Prompt: Read the listing and extract each line that includes the word "moveto".

::::

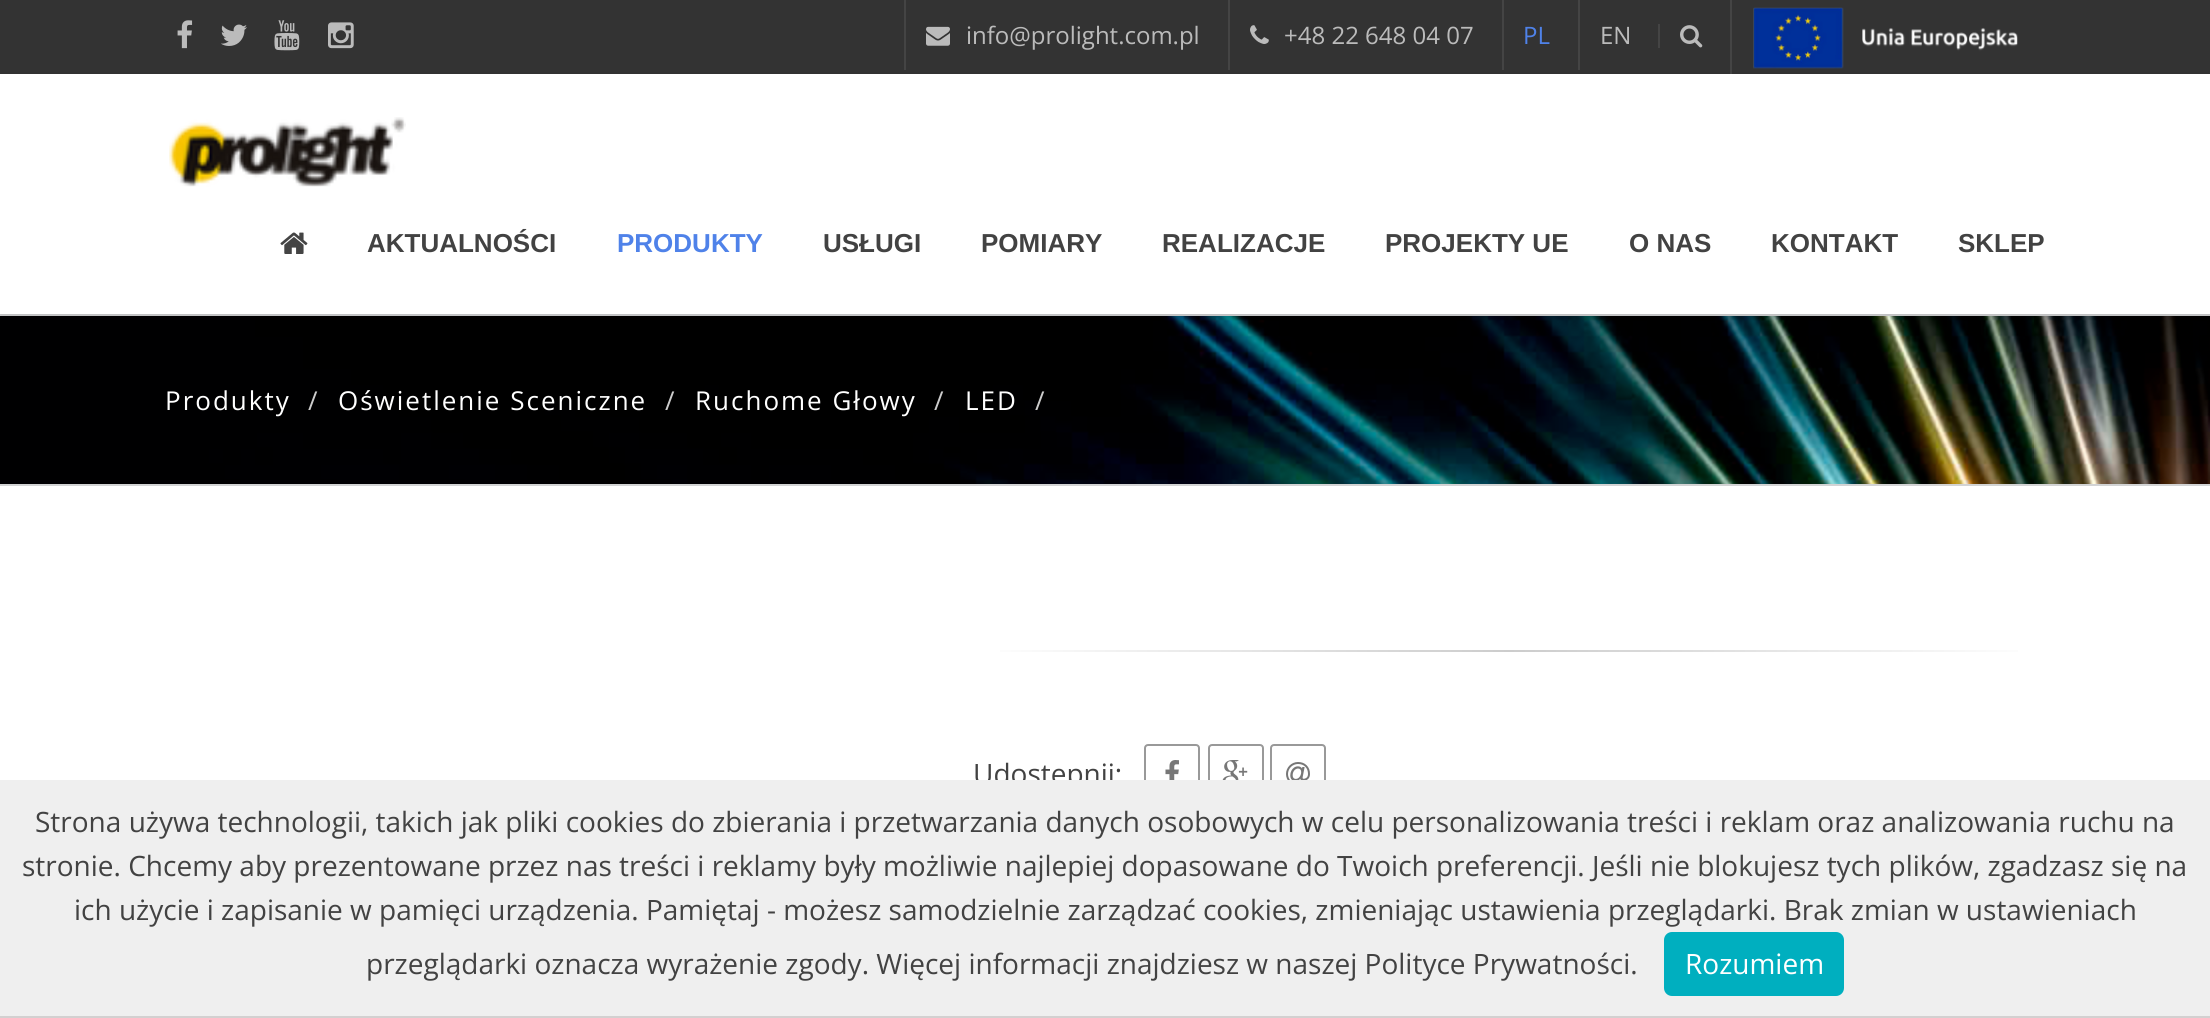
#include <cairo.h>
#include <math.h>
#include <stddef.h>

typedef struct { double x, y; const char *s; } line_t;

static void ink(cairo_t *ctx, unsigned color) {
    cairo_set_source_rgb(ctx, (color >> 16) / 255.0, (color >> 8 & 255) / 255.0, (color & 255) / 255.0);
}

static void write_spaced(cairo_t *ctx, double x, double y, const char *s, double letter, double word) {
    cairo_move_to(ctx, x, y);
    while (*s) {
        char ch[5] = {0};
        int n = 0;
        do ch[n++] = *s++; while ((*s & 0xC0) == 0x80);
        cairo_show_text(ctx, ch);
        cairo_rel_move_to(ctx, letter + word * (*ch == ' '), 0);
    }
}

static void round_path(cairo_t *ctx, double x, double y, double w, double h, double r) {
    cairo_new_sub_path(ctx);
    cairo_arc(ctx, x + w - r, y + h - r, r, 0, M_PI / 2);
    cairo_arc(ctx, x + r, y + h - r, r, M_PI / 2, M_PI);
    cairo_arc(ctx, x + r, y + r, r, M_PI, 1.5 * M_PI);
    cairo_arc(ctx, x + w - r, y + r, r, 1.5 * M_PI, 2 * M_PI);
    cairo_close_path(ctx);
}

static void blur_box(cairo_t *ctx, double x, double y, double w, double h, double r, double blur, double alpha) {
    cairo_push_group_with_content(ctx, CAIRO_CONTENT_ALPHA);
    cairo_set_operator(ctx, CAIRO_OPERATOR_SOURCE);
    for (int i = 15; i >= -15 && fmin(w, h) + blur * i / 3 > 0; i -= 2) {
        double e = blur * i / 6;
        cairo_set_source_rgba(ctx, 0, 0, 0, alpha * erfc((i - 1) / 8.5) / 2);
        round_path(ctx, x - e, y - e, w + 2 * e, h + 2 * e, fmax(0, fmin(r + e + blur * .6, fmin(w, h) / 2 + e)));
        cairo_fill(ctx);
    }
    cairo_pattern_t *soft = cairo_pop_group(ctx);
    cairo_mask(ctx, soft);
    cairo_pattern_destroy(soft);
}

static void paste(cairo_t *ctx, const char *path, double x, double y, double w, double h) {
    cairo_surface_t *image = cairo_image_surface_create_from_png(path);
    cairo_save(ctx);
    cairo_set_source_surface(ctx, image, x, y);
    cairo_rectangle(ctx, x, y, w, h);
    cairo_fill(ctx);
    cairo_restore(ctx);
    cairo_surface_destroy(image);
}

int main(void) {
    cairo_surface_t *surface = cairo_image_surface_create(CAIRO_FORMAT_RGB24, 2210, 1018);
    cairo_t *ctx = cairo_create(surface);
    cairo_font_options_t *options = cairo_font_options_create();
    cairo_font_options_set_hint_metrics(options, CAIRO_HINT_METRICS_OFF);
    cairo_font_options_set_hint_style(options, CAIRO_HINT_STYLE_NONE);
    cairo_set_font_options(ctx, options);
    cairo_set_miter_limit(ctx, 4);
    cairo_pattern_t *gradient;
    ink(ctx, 0xFFFFFF);
    cairo_paint(ctx);
    ink(ctx, 0x333333);
    cairo_rectangle(ctx, 0, 0, 2210, 74);
    cairo_fill(ctx);
    paste(ctx, "media/1.png", 177, 20, 16, 29);
    paste(ctx, "media/2.png", 221, 24, 26, 22);
    paste(ctx, "media/3.png", 274, 20, 26, 31);
    paste(ctx, "media/4.png", 328, 22, 26, 27);
    ink(ctx, 0x444444);
    cairo_rectangle(ctx, 904, 0, 2, 70);
    cairo_fill(ctx);
    paste(ctx, "media/5.png", 926, 26, 24, 20);
    cairo_select_font_face(ctx, "Open Sans", CAIRO_FONT_SLANT_NORMAL, CAIRO_FONT_WEIGHT_NORMAL);
    cairo_set_font_size(ctx, 24);
    ink(ctx, 0xBBBBBB);
    cairo_move_to(ctx, 966, 44);
    cairo_show_text(ctx, "info@prolight.com.pl");
    ink(ctx, 0x444444);
    cairo_rectangle(ctx, 1228, 0, 2, 70);
    cairo_fill(ctx);
    paste(ctx, "media/6.png", 1250, 25, 19, 19);
    ink(ctx, 0xBBBBBB);
    cairo_move_to(ctx, 1284, 44);
    cairo_show_text(ctx, "+48 22 648 04 07");
    ink(ctx, 0x444444);
    cairo_rectangle(ctx, 1502, 0, 2, 70);
    cairo_fill(ctx);
    ink(ctx, 0x4F82E9);
    cairo_move_to(ctx, 1523, 44);
    cairo_show_text(ctx, "PL");
    ink(ctx, 0x444444);
    cairo_rectangle(ctx, 1578, 0, 2, 70);
    cairo_fill(ctx);
    ink(ctx, 0xBBBBBB);
    cairo_move_to(ctx, 1600, 44);
    cairo_show_text(ctx, "EN");
    ink(ctx, 0x444444);
    cairo_rectangle(ctx, 1658, 24, 2, 24);
    cairo_fill(ctx);
    paste(ctx, "media/7.png", 1680, 25, 23, 23);
    cairo_rectangle(ctx, 1730, 0, 2, 74);
    cairo_fill(ctx);
    paste(ctx, "media/8.png", 1753, 7, 265, 62);
    paste(ctx, "media/11.png", 0, 316, 2210, 168);
    ink(ctx, 0xD2D3D4);
    cairo_rectangle(ctx, 0, 314, 2210, 2);
    cairo_fill(ctx);
    cairo_save(ctx);
    cairo_set_fill_rule(ctx, CAIRO_FILL_RULE_EVEN_ODD);
    cairo_new_path(ctx);
    cairo_move_to(ctx, 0, 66);
    cairo_line_to(ctx, 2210, 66);
    cairo_line_to(ctx, 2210, 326);
    cairo_line_to(ctx, 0, 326);
    cairo_close_path(ctx);
    cairo_move_to(ctx, 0, 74);
    cairo_line_to(ctx, 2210, 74);
    cairo_line_to(ctx, 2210, 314);
    cairo_line_to(ctx, 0, 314);
    cairo_close_path(ctx);
    cairo_clip(ctx);
    ink(ctx, 0x000000);
    blur_box(ctx, 0, 76, 2210, 240, 0, 3, 0.12);
    cairo_restore(ctx);
    paste(ctx, "media/9.png", 169, 117, 237, 70);
    paste(ctx, "media/10.png", 280, 232, 28, 22);
    cairo_select_font_face(ctx, "Liberation Sans", CAIRO_FONT_SLANT_NORMAL, CAIRO_FONT_WEIGHT_BOLD);
    cairo_set_font_size(ctx, 26);
    ink(ctx, 0x424242);
    cairo_move_to(ctx, 367, 252);
    cairo_show_text(ctx, "AKTUALNOŚCI");
    ink(ctx, 0x4F82E9);
    cairo_move_to(ctx, 617, 252);
    cairo_show_text(ctx, "PRODUKTY");
    ink(ctx, 0x424242);
    {
        static const line_t items[] = {
            {823, 252, "USŁUGI"},
            {981, 252, "POMIARY"},
            {1162, 252, "REALIZACJE"},
            {1385, 252, "PROJEKTY UE"},
            {1629, 252, "O NAS"},
            {1771, 252, "KONTAKT"},
            {1958, 252, "SKLEP"},
        };
        for (size_t i = 0; i < sizeof items / sizeof *items; i++) {
            cairo_move_to(ctx, items[i].x, items[i].y);
            cairo_show_text(ctx, items[i].s);
        }
    }
    ink(ctx, 0xD2D3D4);
    cairo_rectangle(ctx, 0, 484, 2210, 2);
    cairo_fill(ctx);
    cairo_select_font_face(ctx, "Open Sans", CAIRO_FONT_SLANT_NORMAL, CAIRO_FONT_WEIGHT_NORMAL);
    ink(ctx, 0xFFFFFF);
    write_spaced(ctx, 165, 410, "Produkty", 2, 0);
    ink(ctx, 0xCCCCCC);
    write_spaced(ctx, 308, 410, "/", 2, 0);
    ink(ctx, 0xFFFFFF);
    write_spaced(ctx, 338, 410, "Oświetlenie Sceniczne", 2, 0);
    ink(ctx, 0xCCCCCC);
    write_spaced(ctx, 665, 410, "/", 2, 0);
    ink(ctx, 0xFFFFFF);
    write_spaced(ctx, 695, 410, "Ruchome Głowy", 2, 0);
    ink(ctx, 0xCCCCCC);
    write_spaced(ctx, 934, 410, "/", 2, 0);
    ink(ctx, 0xFFFFFF);
    write_spaced(ctx, 965, 410, "LED", 2, 0);
    ink(ctx, 0xCCCCCC);
    write_spaced(ctx, 1035, 410, "/", 2, 0);
    gradient = cairo_pattern_create_linear(974, 651, 2044, 651);
    cairo_pattern_add_color_stop_rgba(gradient, 0, 1, 1, 1, 1);
    cairo_pattern_add_color_stop_rgba(gradient, 0.5, 0.8, 0.8, 0.8, 1);
    cairo_pattern_add_color_stop_rgba(gradient, 1, 1, 1, 1, 1);
    cairo_set_source(ctx, gradient);
    cairo_pattern_destroy(gradient);
    cairo_rectangle(ctx, 1000, 650, 1018, 2);
    cairo_fill(ctx);
    cairo_set_font_size(ctx, 28);
    ink(ctx, 0x424242);
    cairo_move_to(ctx, 973, 784);
    cairo_show_text(ctx, "Udostępnij:");
    round_path(ctx, 1145, 745, 54, 54, 3);
    ink(ctx, 0x999999);
    cairo_stroke(ctx);
    paste(ctx, "media/12.png", 1165, 760, 14, 20);
    round_path(ctx, 1209, 745, 54, 54, 3);
    cairo_stroke(ctx);
    paste(ctx, "media/13.png", 1222, 760, 26, 20);
    round_path(ctx, 1271, 745, 54, 54, 3);
    cairo_stroke(ctx);
    paste(ctx, "media/14.png", 1286, 762, 24, 18);
    ink(ctx, 0xEFEFEF);
    cairo_rectangle(ctx, 0, 780, 2210, 236);
    cairo_fill(ctx);
    ink(ctx, 0xD3D0D0);
    cairo_rectangle(ctx, 0, 1016, 2210, 2);
    cairo_fill(ctx);
    ink(ctx, 0x424242);
    {
        static const line_t items[] = {
            {35, 832, "Strona używa technologii, takich jak pliki cookies do zbierania i przetwarzania danych osobowych w celu personalizowania treści i reklam oraz analizowania ruchu na"},
            {22, 876, "stronie. Chcemy aby prezentowane przez nas treści i reklamy były możliwie najlepiej dopasowane do Twoich preferencji. Jeśli nie blokujesz tych plików, zgadzasz się na"},
            {74, 920, "ich użycie i zapisanie w pamięci urządzenia. Pamiętaj - możesz samodzielnie zarządzać cookies, zmieniając ustawienia przeglądarki. Brak zmian w ustawieniach"},
            {366, 974, "przeglądarki oznacza wyrażenie zgody. Więcej informacji znajdziesz w naszej Polityce Prywatności."},
        };
        for (size_t i = 0; i < sizeof items / sizeof *items; i++) {
            cairo_move_to(ctx, items[i].x, items[i].y);
            cairo_show_text(ctx, items[i].s);
        }
    }
    ink(ctx, 0x00AFBF);
    round_path(ctx, 1664, 932, 180, 64, 8);
    cairo_fill(ctx);
    ink(ctx, 0xFFFFFF);
    cairo_move_to(ctx, 1685, 974);
    cairo_show_text(ctx, "Rozumiem");
    cairo_surface_write_to_png(surface, "image.png");
    cairo_font_options_destroy(options);
    cairo_destroy(ctx);
    cairo_surface_destroy(surface);
    return 0;
}
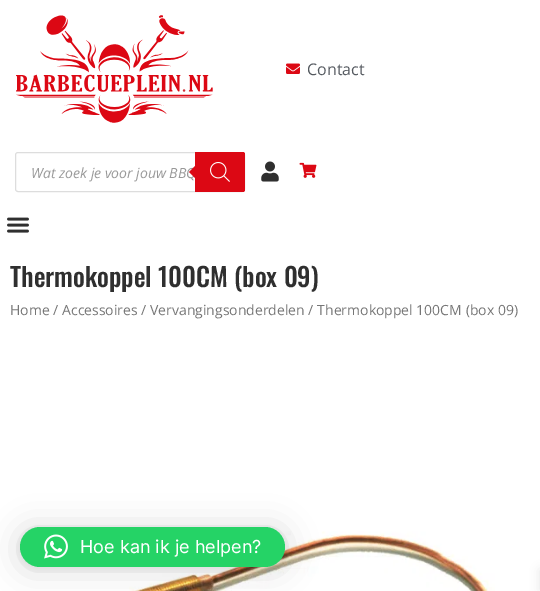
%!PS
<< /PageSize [540 591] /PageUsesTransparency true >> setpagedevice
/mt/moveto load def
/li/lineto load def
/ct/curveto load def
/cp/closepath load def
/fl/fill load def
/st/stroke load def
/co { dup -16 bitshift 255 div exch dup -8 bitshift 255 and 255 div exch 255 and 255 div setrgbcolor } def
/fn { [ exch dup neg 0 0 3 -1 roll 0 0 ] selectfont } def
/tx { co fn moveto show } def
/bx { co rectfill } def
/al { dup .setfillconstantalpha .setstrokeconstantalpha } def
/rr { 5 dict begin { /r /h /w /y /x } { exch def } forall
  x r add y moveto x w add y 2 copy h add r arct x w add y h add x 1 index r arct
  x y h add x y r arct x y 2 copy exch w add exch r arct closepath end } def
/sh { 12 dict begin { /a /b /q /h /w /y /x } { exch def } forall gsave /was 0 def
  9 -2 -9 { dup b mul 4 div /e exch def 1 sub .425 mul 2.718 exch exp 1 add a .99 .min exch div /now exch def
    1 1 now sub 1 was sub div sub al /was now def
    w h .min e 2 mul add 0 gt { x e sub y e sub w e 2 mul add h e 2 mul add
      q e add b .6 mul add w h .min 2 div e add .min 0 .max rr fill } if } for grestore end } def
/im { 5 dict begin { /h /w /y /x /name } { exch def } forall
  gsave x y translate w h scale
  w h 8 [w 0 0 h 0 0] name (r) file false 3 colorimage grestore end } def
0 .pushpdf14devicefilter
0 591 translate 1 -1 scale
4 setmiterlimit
0 0 540 591 16#FFFFFF bx
(media/1.raw) 16 15 197 108 im
(media/2.raw) 286 63 14 11 im
16#DDDDDD co
15.5 152.5 229 39 2.5 rr st
(media/4.raw) 261 161 18 21 im
(media/5.raw) 299 162 18 16 im
(media/6.raw) 7 217 22 16 im
(media/7.raw) 129 531 366 60 im
16#000000 co
20 529 265 40 20 16 .16 sh
20 528 265 40 20 3 .06 sh
16#25D366 co
20 527 265 40 20 rr fl
(media/8.raw) 44 534 24 25 im
16#000000 co
540 570 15 20 0 5 .1 sh
(Contact) 307 75 /OpenSans-Regular 16 16#54595F tx
(Wat zoek je voor jouw BBQ) 31 178 /OpenSans-Italic 14 16#999999 tx
16#DC0814 co
195 152 mt 243 152 li 244 152 245 153 245 154 ct 245 190 li 245 191 244 192 243 192 ct 195 192 li cp fl
197 164 mt 197 180 li 189 172 li cp fl
(media/3.raw) 210 162 20 20 im
(Thermokoppel 100CM \(box 09\)) 10 287 /Oswald-Medium 26 16#2F2F2F tx
(Home / Accessoires / Vervangingsonderdelen / Thermokoppel 100CM \(box 09\)) 10 315 /OpenSans-Regular 14 16#767676 tx
(Hoe kan ik je helpen?) 80 553 /Inter-Regular 18 16#FFFFFF tx
.poppdf14devicefilter showpage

::::

Answer to this task:
/mt/moveto load def
/tx { co fn moveto show } def
  x r add y moveto x w add y 2 copy h add r arct x w add y h add x 1 index r arct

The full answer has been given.